Peripheral Component Interconnect (PCI), PCI-X and PCIe usage

Peripheral Component Interconnect (PCI), Peripheral Component Interconnect  eXtended (PCI-X) and Peripheral Component Interconnect Express (PCIe) slots on computer motherboard are used for connecting peripheral devices.These slots are used for connecting peripheral devices such as Network cards, Graphics cards, sound cards, VGA cards, Modems, TV Tuner Cards, Disk controllers etc.
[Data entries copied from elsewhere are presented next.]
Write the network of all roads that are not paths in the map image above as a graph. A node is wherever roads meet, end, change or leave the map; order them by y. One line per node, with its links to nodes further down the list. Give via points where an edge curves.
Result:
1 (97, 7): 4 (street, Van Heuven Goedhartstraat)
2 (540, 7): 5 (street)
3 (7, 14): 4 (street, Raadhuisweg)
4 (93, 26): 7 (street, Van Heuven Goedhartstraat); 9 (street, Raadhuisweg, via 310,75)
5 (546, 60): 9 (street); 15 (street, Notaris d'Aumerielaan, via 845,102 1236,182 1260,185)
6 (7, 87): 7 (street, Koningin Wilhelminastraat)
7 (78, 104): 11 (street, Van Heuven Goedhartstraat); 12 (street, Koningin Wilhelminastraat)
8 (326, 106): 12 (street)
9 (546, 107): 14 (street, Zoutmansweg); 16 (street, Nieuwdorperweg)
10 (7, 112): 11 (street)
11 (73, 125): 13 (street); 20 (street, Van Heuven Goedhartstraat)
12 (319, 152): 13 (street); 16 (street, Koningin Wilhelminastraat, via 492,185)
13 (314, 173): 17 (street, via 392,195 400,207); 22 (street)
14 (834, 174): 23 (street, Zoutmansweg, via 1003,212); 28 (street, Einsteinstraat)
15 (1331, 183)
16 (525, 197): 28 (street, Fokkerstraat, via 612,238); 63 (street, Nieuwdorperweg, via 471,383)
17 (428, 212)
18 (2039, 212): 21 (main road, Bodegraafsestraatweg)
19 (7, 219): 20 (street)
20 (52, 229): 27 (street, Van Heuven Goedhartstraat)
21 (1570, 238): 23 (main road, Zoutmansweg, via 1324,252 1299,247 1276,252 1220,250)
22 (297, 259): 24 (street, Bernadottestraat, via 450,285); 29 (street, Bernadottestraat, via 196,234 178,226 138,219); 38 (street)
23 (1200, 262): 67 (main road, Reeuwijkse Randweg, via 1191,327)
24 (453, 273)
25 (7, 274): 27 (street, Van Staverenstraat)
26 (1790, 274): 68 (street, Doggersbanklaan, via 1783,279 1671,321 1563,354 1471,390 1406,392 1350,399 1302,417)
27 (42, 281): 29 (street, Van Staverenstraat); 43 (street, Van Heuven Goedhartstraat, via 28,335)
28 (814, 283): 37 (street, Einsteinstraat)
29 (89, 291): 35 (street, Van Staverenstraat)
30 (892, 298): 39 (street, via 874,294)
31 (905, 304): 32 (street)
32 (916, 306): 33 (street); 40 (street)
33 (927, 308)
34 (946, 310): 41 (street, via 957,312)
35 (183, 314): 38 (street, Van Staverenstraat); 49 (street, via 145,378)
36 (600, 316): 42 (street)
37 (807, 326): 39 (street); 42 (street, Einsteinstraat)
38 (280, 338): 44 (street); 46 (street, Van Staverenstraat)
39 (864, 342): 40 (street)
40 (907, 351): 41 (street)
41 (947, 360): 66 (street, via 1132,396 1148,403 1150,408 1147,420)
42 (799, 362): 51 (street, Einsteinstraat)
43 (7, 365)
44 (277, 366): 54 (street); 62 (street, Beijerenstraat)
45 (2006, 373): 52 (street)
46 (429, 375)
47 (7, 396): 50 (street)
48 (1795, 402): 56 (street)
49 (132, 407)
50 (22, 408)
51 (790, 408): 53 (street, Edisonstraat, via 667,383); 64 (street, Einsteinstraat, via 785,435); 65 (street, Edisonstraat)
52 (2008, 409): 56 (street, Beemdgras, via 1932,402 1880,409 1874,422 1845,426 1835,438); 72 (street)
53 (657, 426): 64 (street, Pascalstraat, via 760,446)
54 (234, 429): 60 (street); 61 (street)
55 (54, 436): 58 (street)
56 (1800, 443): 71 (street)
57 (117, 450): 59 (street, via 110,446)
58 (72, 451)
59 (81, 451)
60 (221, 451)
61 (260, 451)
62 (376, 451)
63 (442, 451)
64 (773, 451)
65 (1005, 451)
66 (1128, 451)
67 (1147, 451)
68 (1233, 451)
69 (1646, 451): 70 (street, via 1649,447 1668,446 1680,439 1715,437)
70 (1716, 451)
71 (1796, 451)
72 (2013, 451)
Peripheral Component Interconnect (PCI):

The first version of conventional PCI found in consumer desktop computers was a 32-bit bus using a 33 MHz bus clock and 5 V signalling, although the PCI 1.0 standard provided for a 64-bit variant as well. Conventional PCI slots use a data width of 32 or 64 bits, and a maximum bus clock up to 33 or 66 MHz. 

Peripheral Component Interconnect  eXtended (PCI-X):

Next, The PCI is replaced by PCI-X which has the maximum bus clock of a PCI-X v1.0 slot is 133 MHz. However, the PCI-X bus specification is backward compatible with the conventional PCI specs, so conventional PCI cards which support up to 66 MHz bus clock can be installed in a PCI-X slot. 

Peripheral Component Interconnect Express (PCIe):

PCI Express (Peripheral Component Interconnect Express), officially abbreviated as PCIe, is a high-speed serial computer expansion bus standard designed to replace the older PCI, PCI-X, and AGP bus standards. PCIe has numerous improvements over the older standards, including higher maximum system bus throughput, lower I/O pin count and smaller physical footprint, better performance scaling for bus devices, a more detailed error detection and reporting mechanism and native hot-plug functionality. More recent revisions of the PCIe standard provide hardware support for I/O virtualization.
The PCI Express slot is available in versions of from 1 lane to 32 lanes and are called x1, x2, x4, x8, x16 and x32. The slot and connector are different lengths for each version.